*** Begin section ***

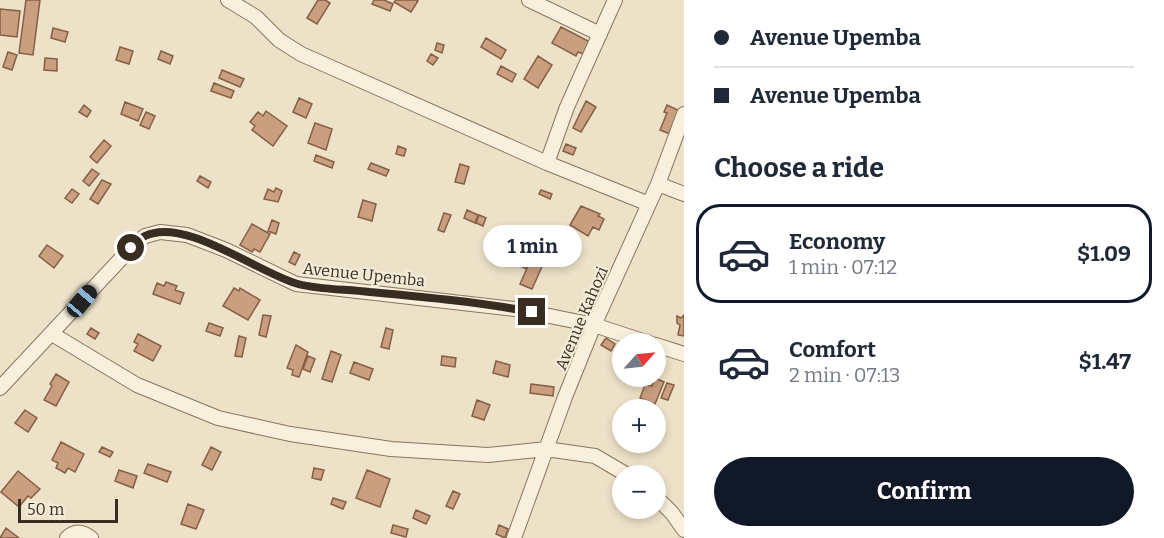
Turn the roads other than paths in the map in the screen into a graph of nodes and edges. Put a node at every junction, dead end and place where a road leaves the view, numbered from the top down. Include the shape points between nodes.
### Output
1 (228, 0) edge
2 (529, 0) edge
3 (615, 0) edge
4 (600, 34) junction
5 (684, 114) edge
6 (546, 163) junction
7 (658, 184) junction
8 (684, 194) edge
9 (649, 204) junction
10 (594, 325) junction
11 (619, 333) edge
12 (52, 334) junction
13 (666, 348) edge
14 (684, 354) edge
15 (0, 388) edge
16 (546, 449) junction
17 (612, 466) edge
18 (666, 507) edge
19 (684, 530) edge
20 (67, 538) edge
21 (91, 538) edge
22 (514, 538) edge

1 - 6 street via 301,54
2 - 4 street
3 - 4 street
4 - 6 street
5 - 7 street, Avenue Kahozi
6 - 9 street
7 - 8 street
7 - 9 street, Avenue Kahozi
9 - 10 street, Avenue Kahozi
10 - 11 street, Avenue Upemba
10 - 12 street, Avenue Upemba via 483,304 297,284 187,235 160,232 145,236 131,248
10 - 16 street, Avenue Kahozi
12 - 15 street, Avenue Upemba
12 - 16 street via 137,385 218,418 290,435 391,449 488,455
13 - 14 street, Avenue Upemba
16 - 17 street via 595,456
16 - 22 street, Avenue Kahozi
18 - 19 street
20 - 21 street via 78,532

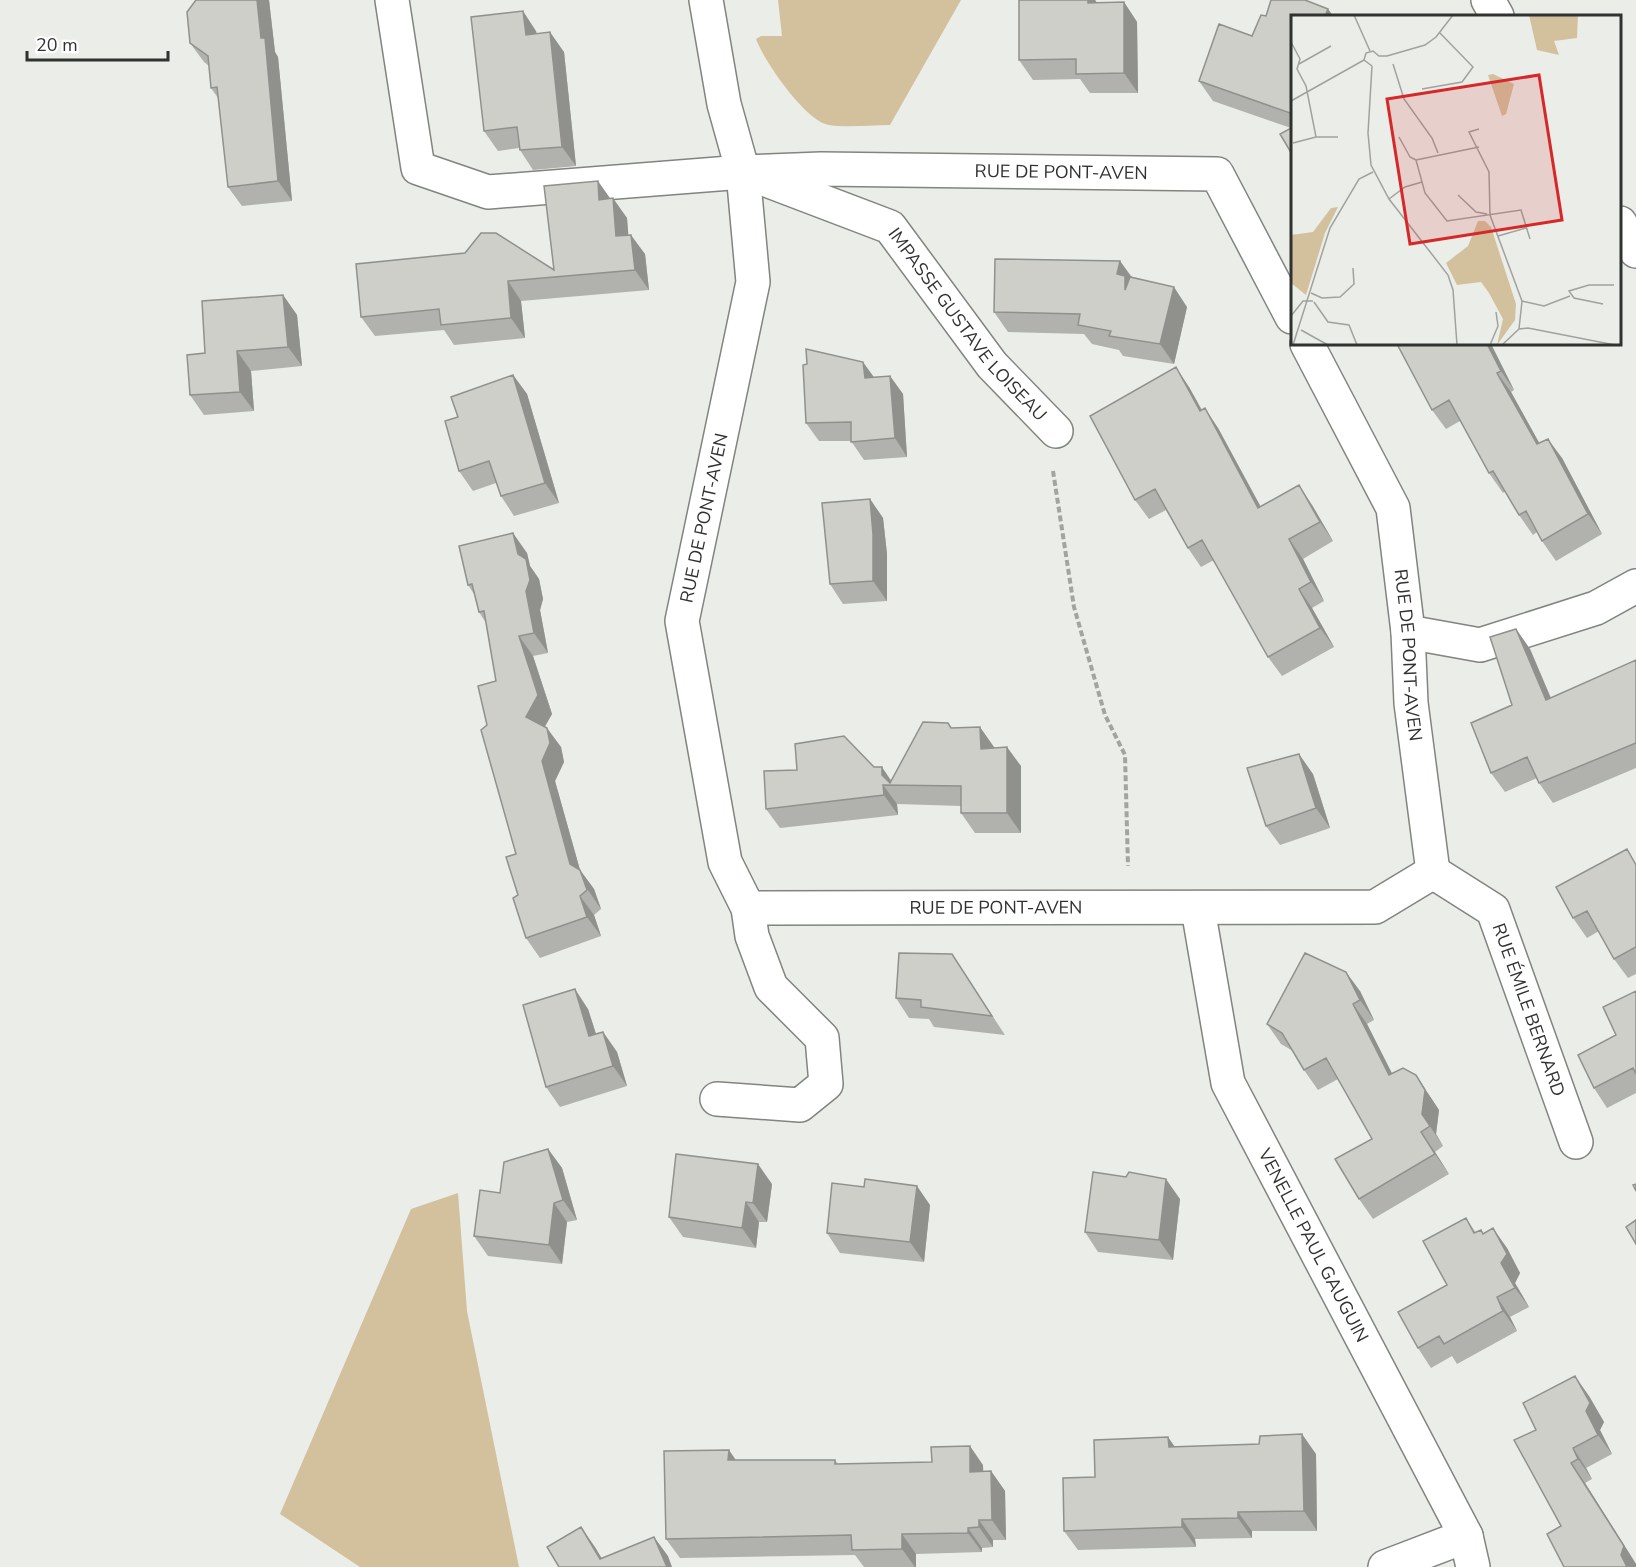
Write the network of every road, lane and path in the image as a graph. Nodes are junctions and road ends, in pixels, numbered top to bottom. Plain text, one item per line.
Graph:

*** End section ***

• _What you are asked to do_
Return each line of the material in which the string "road" can be found.

• _Task result_
Turn the roads other than paths in the map in the screen into a graph of nodes and edges. Put a node at every junction, dead end and place where a road leaves the view, numbered from the top down. Include the shape points between nodes.
Write the network of every road, lane and path in the image as a graph. Nodes are junctions and road ends, in pixels, numbered top to bottom. Plain text, one item per line.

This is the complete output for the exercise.